Sure thing - I don't know how much better this is, but it at least shows more of it! I was actually just googling the same question about how you determine ply of knitwear today, as a matter of fact, prompted by this sweater. I didn't have much success - one source suggested cutting a thread somewhere inside and untwisting it to count, which I thought sounded rather unwise!
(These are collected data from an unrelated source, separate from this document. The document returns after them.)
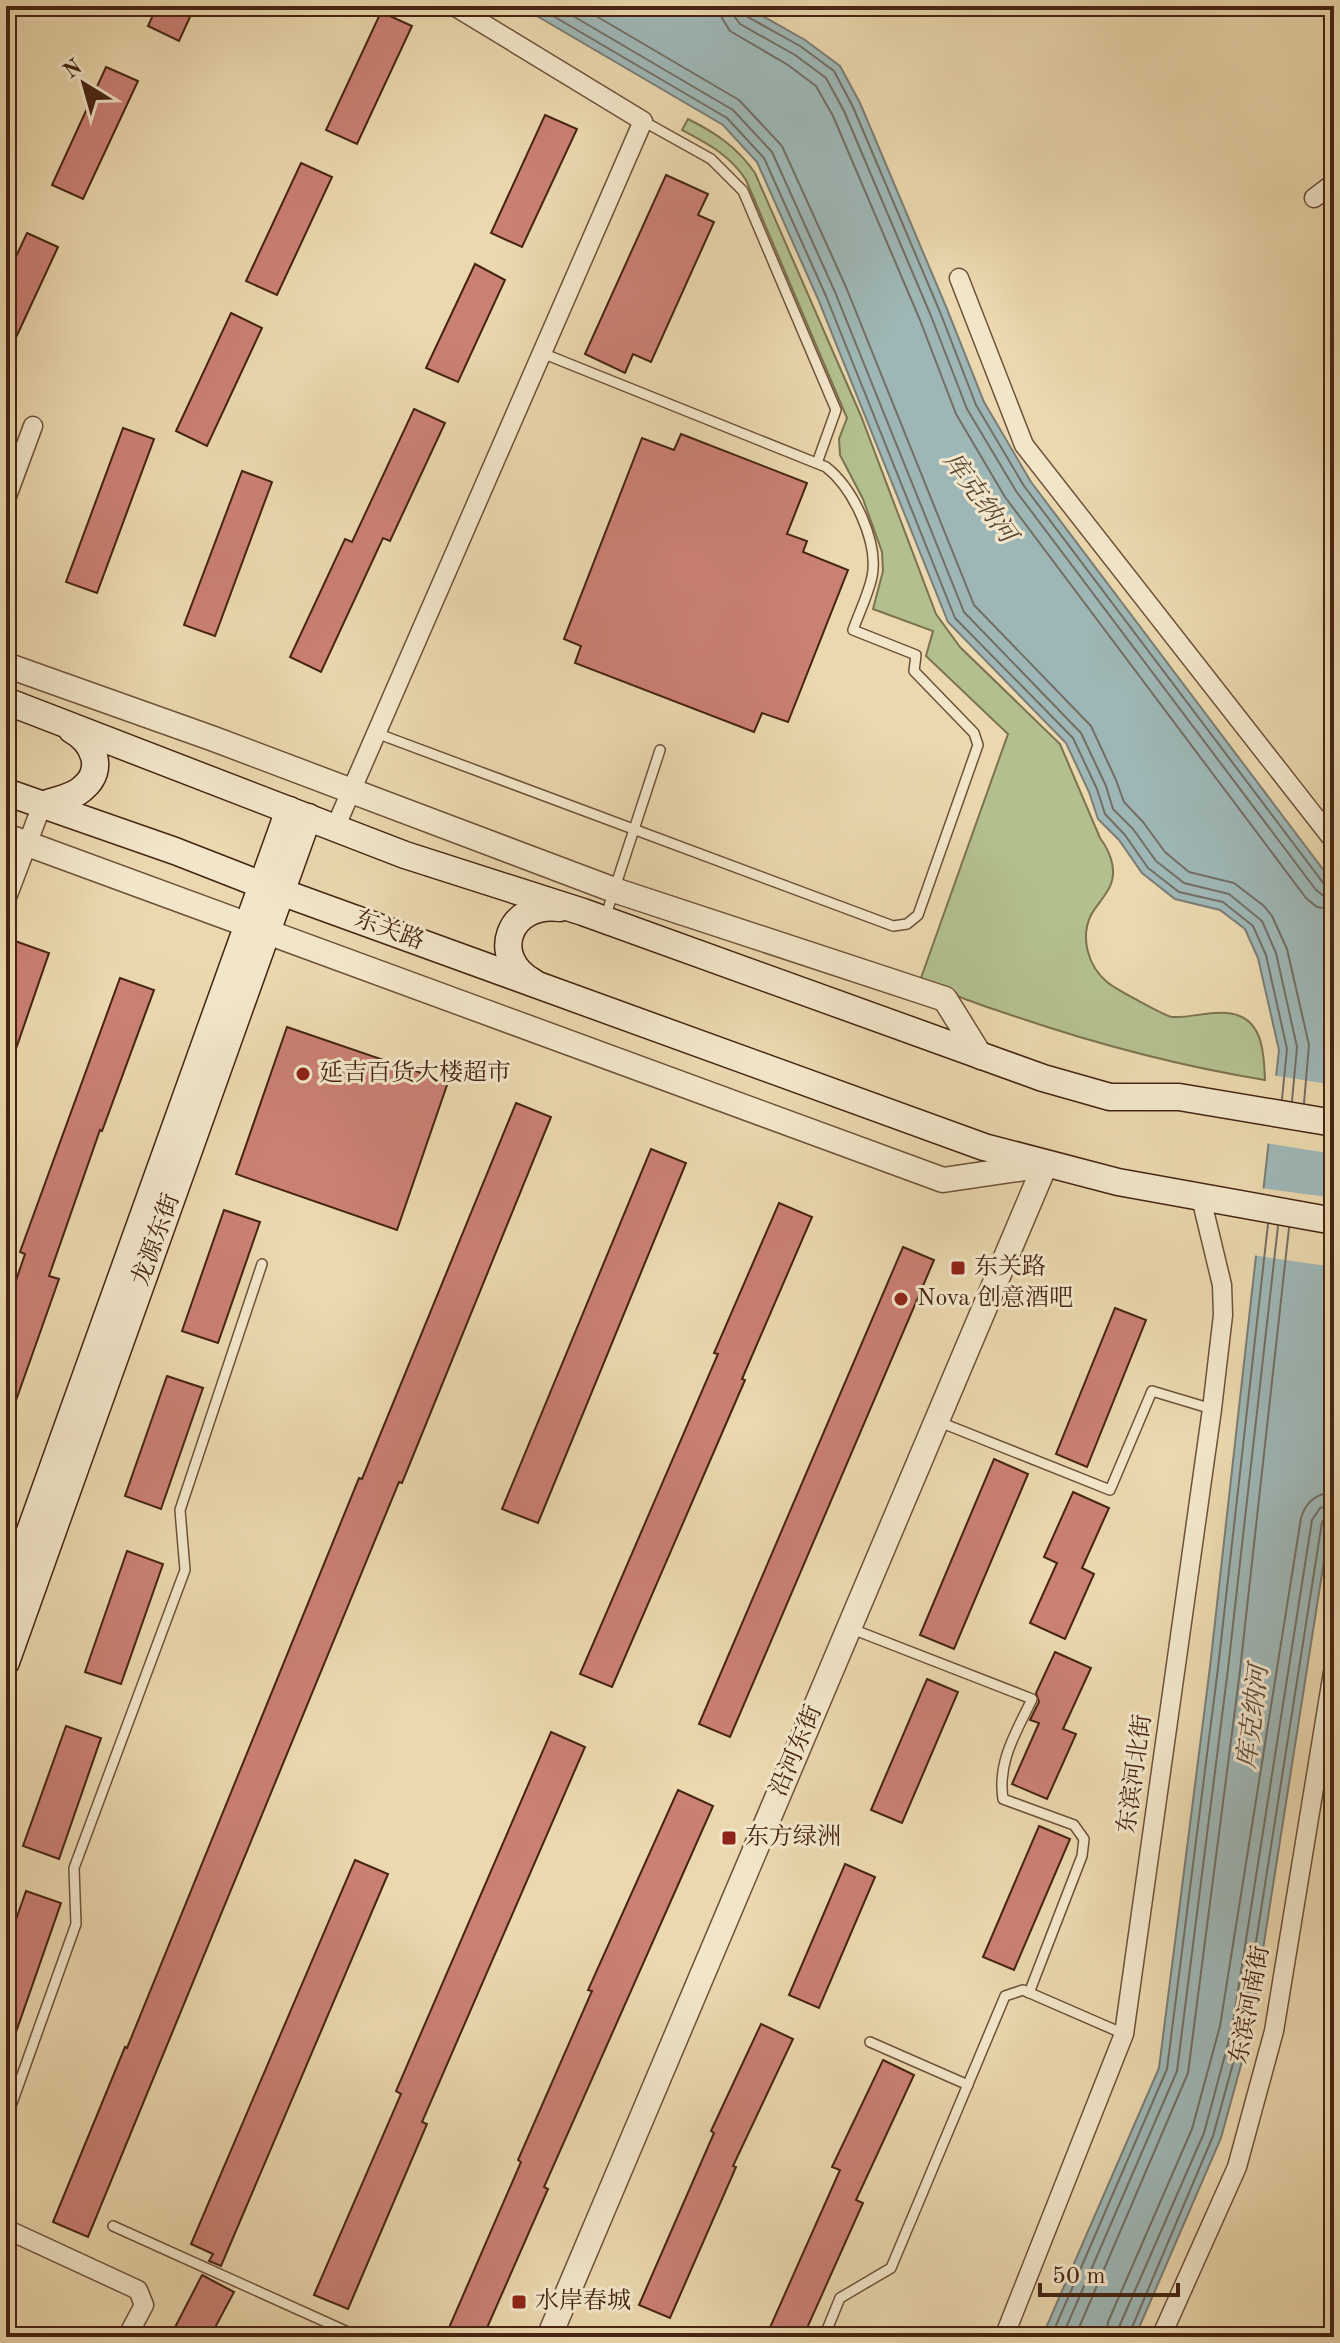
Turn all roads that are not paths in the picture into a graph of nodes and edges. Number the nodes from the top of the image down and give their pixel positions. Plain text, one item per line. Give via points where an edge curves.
1 (454, 6) edge
2 (643, 121) junction
3 (1334, 183) edge
4 (1314, 198) dead end
5 (959, 278) dead end
6 (542, 353) junction
7 (33, 426) dead end
8 (817, 463) junction
9 (6, 499) edge
10 (6, 665) edge
11 (6, 701) edge
12 (46, 716) junction
13 (376, 733) junction
14 (660, 750) dead end
15 (6, 792) edge
16 (351, 792) junction
17 (42, 805) junction
18 (298, 813) junction
19 (335, 828) junction
20 (634, 829) junction
21 (17, 840) edge
22 (1334, 841) edge
23 (272, 889) junction
24 (614, 890) junction
25 (6, 900) edge
26 (594, 916) junction
27 (258, 928) junction
28 (543, 987) junction
29 (981, 1057) junction
30 (1334, 1123) edge
31 (1045, 1165) junction
32 (1208, 1200) junction
33 (1334, 1221) edge
34 (262, 1264) dead end
35 (1212, 1409) junction
36 (937, 1421) junction
37 (6, 1598) edge
38 (849, 1628) junction
39 (7, 1654) edge
40 (1334, 1666) edge
41 (1029, 1993) junction
42 (1124, 2034) junction
43 (870, 2042) dead end
44 (968, 2085) junction
45 (6, 2120) edge
46 (113, 2226) dead end
47 (6, 2229) edge
48 (127, 2337) edge
49 (359, 2337) edge
50 (549, 2337) edge
51 (824, 2337) edge
52 (1004, 2337) edge
53 (1161, 2337) edge

1 - 2 street
2 - 6 street
2 - 8 lane via 711,159 743,191 836,410
3 - 4 street
5 - 22 street via 1024,445
6 - 8 lane
6 - 13 street
7 - 9 street
8 - 20 lane via 850,493 872,550 871,579 853,630 916,655 914,671 977,739 918,915 893,926
10 - 16 street
11 - 12 main road
12 - 17 main road via 82,736 95,761 83,788
12 - 18 main road
13 - 16 street
13 - 20 lane
14 - 20 lane
15 - 17 main road, 东关路
16 - 19 street
16 - 24 street
17 - 21 street
17 - 23 main road, 东关路
18 - 19 main road
18 - 23 main road, 龙源东街
19 - 26 main road
20 - 24 lane
21 - 25 street
21 - 27 street, 东关路
23 - 27 main road, 龙源东街
23 - 28 main road, 东关路
24 - 26 lane
24 - 29 street via 945,999
26 - 28 main road via 546,906 523,914 515,924 509,935 510,958 524,977
26 - 29 main road
27 - 31 street, 东关路 via 943,1180
27 - 37 main road, 龙源东街
27 - 39 main road, 龙源东街
28 - 31 main road, 东关路
29 - 30 main road via 1110,1097 1179,1097
31 - 32 main road, 东关路
31 - 36 street, 沿河东街
32 - 33 main road, 东关路
32 - 35 street, 东滨河北街 via 1223,1315
34 - 45 lane via 180,1510 185,1570 74,1868 76,1924
35 - 36 lane via 1152,1391 1110,1490
35 - 42 street, 东滨河北街
36 - 38 street, 沿河东街
38 - 41 lane via 1032,1699 1004,1757 1003,1799 1074,1825 1084,1839
38 - 50 street, 沿河东街
40 - 53 street, 东滨河南街 via 1274,2031 1237,2167
41 - 42 lane
41 - 44 lane via 1005,1996
42 - 52 street, 东滨河北街
43 - 44 lane
44 - 51 lane via 891,2268 840,2298
46 - 49 lane
47 - 48 street via 138,2290 144,2305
Actually, I just broke out a magnifying glass and took it to the Alan Paine - it appears to be four-ply. Not every thread makes this obvious, because they'll be oriented differently depending on how they were knitted in, but with some searching it should be pretty clear. I found it worked best to put the magnifying glass right up to my eye, like a monocle almost, and examine the sweater that way. It was actually kind of interesting comparing a cheap cashmere 1-ply with a J-Crew 2-ply and a BB 3-ply.

Anyway, here's the photo:


----------



## Mannix (Nov 24, 2008)

AlanC said:


> Here's a knit question: How does one determine the "ply" of a sweater?


Ply means the number of strands that are twisted together to make one string that is used to knit the sweater. Three ply = three strands twisted together to make one string.


----------



## AlanC (Oct 28, 2003)

^Thanks. I understood the concept of "ply," just wondered if there was some trick to figuring it out. Magnifying glass it is!


----------



## dorji (Feb 18, 2010)

Today: Bills "cavalry twill" in charcoal. They are a nice and sturdy wool twill.

Tomorrow: Cuffs.


----------



## catside (Oct 7, 2010)

TheWGP said:


> Sure thing - I don't know how much better this is, but it at least shows more of it! I was actually just googling the same question about how you determine ply of knitwear today, as a matter of fact, prompted by this sweater. I didn't have much success - one source suggested cutting a thread somewhere inside and untwisting it to count, which I thought sounded rather unwise!
> 
> Actually, I just broke out a magnifying glass and took it to the Alan Paine - it appears to be four-ply. Not every thread makes this obvious, because they'll be oriented differently depending on how they were knitted in, but with some searching it should be pretty clear. I found it worked best to put the magnifying glass right up to my eye, like a monocle almost, and examine the sweater that way. It was actually kind of interesting comparing a cheap cashmere 1-ply with a J-Crew 2-ply and a BB 3-ply.
> 
> Anyway, here's the photo:


Very nice. Congrats


----------



## Mannix (Nov 24, 2008)

AlanC said:


> ^Thanks. I understood the concept of "ply," just wondered if there was some trick to figuring it out. Magnifying glass it is!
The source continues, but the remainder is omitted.